-- Required work --
Go through the entries one line at a time, and gather every line that has the word "Güngör".

-- Available data --
##########
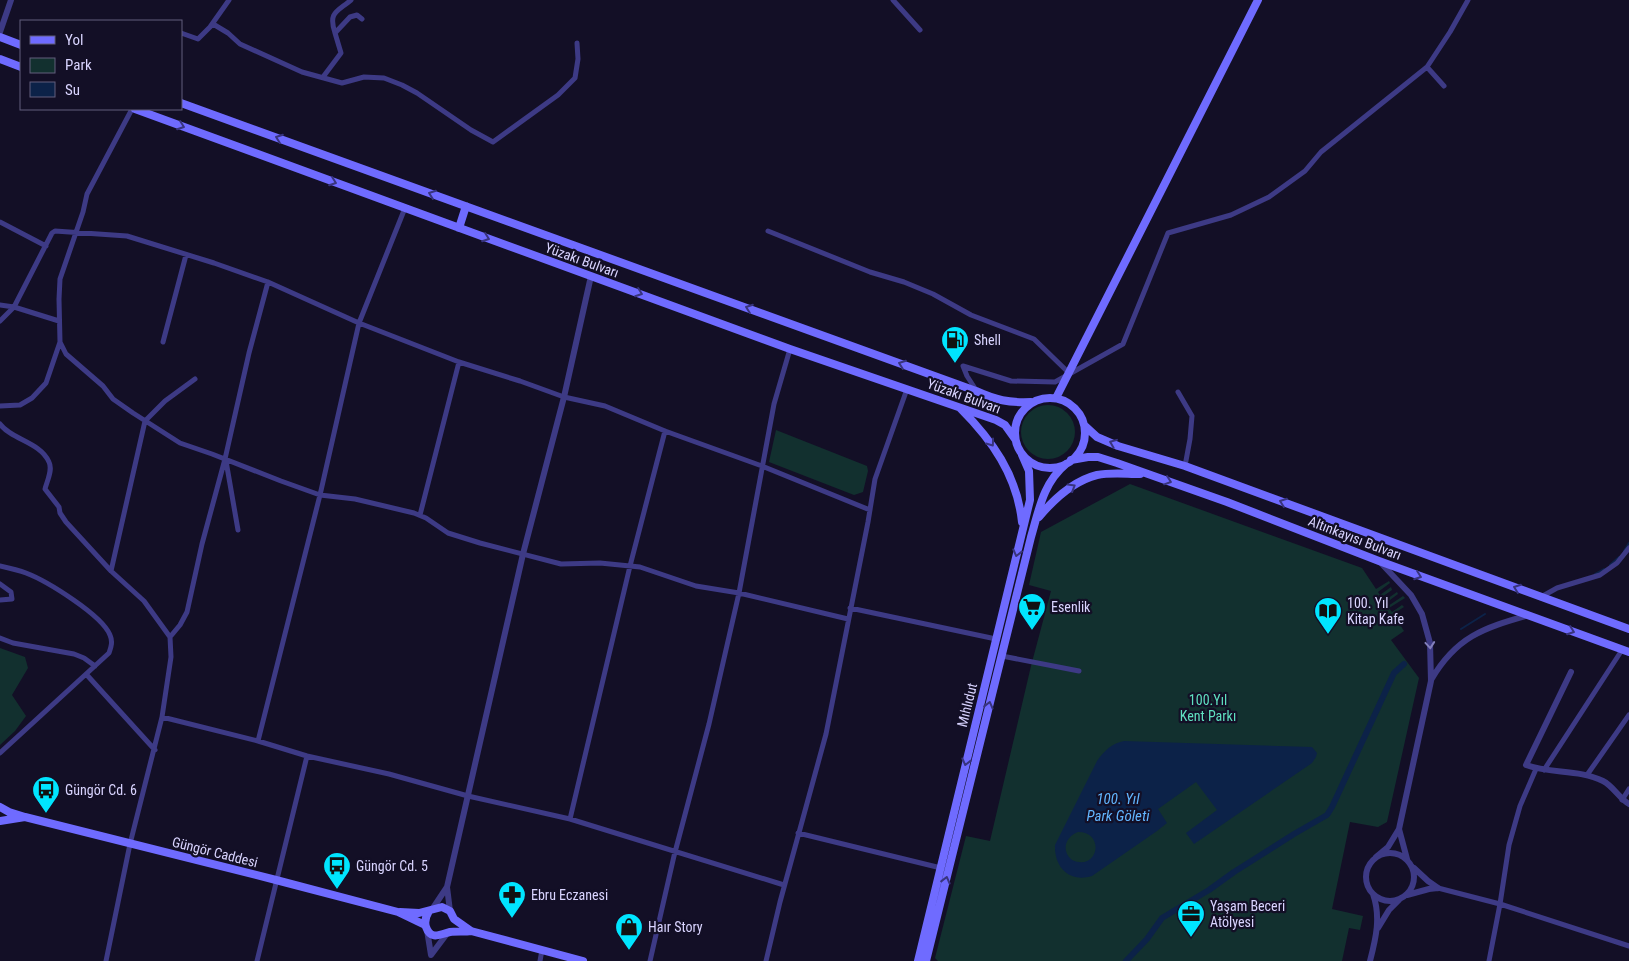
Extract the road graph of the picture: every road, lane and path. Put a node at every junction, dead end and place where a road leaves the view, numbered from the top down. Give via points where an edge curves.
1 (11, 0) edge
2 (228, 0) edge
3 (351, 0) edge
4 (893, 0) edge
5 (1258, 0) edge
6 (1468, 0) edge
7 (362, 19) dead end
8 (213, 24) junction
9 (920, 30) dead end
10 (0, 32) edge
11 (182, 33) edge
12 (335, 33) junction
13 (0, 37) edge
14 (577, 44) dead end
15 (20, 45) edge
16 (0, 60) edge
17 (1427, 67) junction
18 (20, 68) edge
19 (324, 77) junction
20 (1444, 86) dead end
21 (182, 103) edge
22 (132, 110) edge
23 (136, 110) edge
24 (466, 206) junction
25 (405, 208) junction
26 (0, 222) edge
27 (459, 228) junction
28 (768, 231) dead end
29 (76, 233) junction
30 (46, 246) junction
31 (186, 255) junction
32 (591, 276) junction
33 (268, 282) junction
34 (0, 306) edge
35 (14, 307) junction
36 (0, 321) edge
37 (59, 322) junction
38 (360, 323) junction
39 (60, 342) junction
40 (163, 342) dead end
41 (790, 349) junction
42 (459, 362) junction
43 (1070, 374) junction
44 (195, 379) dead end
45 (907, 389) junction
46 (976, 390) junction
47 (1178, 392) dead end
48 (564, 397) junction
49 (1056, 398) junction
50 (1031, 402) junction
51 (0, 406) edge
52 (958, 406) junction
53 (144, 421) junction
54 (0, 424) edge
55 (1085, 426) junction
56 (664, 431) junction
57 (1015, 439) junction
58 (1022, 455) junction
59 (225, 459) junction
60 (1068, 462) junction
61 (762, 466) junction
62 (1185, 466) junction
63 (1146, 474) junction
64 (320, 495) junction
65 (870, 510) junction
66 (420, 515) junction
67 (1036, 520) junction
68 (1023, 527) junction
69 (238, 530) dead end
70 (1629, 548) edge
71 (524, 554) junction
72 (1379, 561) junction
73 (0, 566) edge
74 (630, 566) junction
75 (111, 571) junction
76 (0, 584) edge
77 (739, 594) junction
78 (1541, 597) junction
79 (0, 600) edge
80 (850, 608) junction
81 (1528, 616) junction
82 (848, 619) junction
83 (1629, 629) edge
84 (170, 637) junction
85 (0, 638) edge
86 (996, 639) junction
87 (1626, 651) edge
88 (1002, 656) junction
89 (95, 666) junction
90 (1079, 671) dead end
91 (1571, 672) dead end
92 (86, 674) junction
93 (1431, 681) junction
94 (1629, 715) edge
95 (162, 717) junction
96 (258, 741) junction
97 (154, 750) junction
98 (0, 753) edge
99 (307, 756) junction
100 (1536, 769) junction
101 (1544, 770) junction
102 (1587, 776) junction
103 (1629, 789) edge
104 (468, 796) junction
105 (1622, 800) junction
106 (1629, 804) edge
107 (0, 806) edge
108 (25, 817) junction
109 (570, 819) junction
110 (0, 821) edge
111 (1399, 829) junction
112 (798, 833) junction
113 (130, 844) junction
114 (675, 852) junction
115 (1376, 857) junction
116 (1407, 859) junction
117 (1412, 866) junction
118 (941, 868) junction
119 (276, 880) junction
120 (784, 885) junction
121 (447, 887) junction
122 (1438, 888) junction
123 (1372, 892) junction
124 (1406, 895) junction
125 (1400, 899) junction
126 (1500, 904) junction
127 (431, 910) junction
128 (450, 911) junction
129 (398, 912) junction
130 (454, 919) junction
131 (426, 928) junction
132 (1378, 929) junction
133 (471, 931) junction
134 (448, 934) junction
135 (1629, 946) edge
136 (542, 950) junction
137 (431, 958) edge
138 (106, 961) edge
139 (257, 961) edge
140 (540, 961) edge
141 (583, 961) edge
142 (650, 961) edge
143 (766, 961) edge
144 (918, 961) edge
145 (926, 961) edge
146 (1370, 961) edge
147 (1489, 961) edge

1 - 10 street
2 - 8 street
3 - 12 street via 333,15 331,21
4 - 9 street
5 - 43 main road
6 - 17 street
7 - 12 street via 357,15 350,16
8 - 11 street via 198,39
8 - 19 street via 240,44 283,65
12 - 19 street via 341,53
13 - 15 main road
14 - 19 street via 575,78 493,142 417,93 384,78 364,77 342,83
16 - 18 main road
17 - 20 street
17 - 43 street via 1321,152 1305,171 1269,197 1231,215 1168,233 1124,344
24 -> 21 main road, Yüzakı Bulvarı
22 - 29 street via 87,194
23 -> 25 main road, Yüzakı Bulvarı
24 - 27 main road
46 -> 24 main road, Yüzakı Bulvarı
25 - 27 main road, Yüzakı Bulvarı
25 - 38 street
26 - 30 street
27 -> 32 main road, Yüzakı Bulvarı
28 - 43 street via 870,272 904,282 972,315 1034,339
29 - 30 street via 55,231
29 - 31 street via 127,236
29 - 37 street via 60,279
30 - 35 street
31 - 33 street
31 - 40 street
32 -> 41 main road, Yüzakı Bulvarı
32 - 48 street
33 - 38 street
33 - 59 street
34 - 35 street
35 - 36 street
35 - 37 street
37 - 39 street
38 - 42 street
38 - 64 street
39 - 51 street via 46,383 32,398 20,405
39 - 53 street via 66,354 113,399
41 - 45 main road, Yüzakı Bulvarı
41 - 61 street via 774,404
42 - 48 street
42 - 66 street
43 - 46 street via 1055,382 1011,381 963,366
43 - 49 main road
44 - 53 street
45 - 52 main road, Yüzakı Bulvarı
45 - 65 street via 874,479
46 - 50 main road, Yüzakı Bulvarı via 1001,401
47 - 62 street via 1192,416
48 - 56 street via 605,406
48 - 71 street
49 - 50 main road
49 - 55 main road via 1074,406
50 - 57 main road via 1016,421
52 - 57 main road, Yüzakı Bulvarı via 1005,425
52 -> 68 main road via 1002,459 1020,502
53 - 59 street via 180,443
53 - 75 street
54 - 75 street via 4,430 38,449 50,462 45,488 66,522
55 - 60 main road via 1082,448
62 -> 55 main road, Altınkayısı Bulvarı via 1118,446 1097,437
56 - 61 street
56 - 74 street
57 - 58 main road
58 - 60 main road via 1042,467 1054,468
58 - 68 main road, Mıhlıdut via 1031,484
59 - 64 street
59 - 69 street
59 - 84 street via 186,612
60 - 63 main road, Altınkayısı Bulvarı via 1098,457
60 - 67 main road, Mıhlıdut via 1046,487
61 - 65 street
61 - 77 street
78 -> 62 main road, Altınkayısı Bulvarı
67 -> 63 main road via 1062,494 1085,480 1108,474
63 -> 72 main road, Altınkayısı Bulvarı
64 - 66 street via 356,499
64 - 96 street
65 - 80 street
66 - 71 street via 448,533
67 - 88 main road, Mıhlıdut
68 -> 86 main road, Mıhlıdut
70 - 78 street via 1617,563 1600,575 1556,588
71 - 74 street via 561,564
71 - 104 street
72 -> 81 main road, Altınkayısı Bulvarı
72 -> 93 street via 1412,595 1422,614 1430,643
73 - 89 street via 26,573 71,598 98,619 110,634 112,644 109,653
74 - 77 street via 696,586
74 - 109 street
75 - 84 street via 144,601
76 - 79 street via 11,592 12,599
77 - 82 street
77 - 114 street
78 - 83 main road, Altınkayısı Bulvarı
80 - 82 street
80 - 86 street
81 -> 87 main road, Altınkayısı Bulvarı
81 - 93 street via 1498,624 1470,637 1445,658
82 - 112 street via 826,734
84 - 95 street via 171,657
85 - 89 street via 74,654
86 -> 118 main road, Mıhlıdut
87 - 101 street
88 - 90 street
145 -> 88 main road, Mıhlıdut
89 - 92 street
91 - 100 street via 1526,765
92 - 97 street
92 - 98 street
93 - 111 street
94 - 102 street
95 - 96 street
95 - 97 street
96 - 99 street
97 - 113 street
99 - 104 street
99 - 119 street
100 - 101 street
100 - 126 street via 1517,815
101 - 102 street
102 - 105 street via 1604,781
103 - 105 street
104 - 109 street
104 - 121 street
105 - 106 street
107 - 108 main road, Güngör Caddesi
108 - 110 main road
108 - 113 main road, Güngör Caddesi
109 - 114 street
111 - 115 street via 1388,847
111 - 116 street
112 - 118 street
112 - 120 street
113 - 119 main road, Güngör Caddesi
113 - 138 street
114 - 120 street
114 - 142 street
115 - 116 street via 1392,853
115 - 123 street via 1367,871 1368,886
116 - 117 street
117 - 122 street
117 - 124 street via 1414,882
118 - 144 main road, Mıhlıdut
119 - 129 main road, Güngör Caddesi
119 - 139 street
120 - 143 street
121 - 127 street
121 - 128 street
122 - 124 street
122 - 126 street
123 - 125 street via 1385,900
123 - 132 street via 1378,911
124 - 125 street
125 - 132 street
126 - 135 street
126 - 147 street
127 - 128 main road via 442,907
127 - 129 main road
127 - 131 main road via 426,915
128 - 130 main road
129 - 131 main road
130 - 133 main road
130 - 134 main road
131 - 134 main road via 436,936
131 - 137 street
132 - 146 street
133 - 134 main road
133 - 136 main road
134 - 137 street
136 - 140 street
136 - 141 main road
##########
-- Solution to the exercise --
107 - 108 main road, Güngör Caddesi
108 - 113 main road, Güngör Caddesi
113 - 119 main road, Güngör Caddesi
119 - 129 main road, Güngör Caddesi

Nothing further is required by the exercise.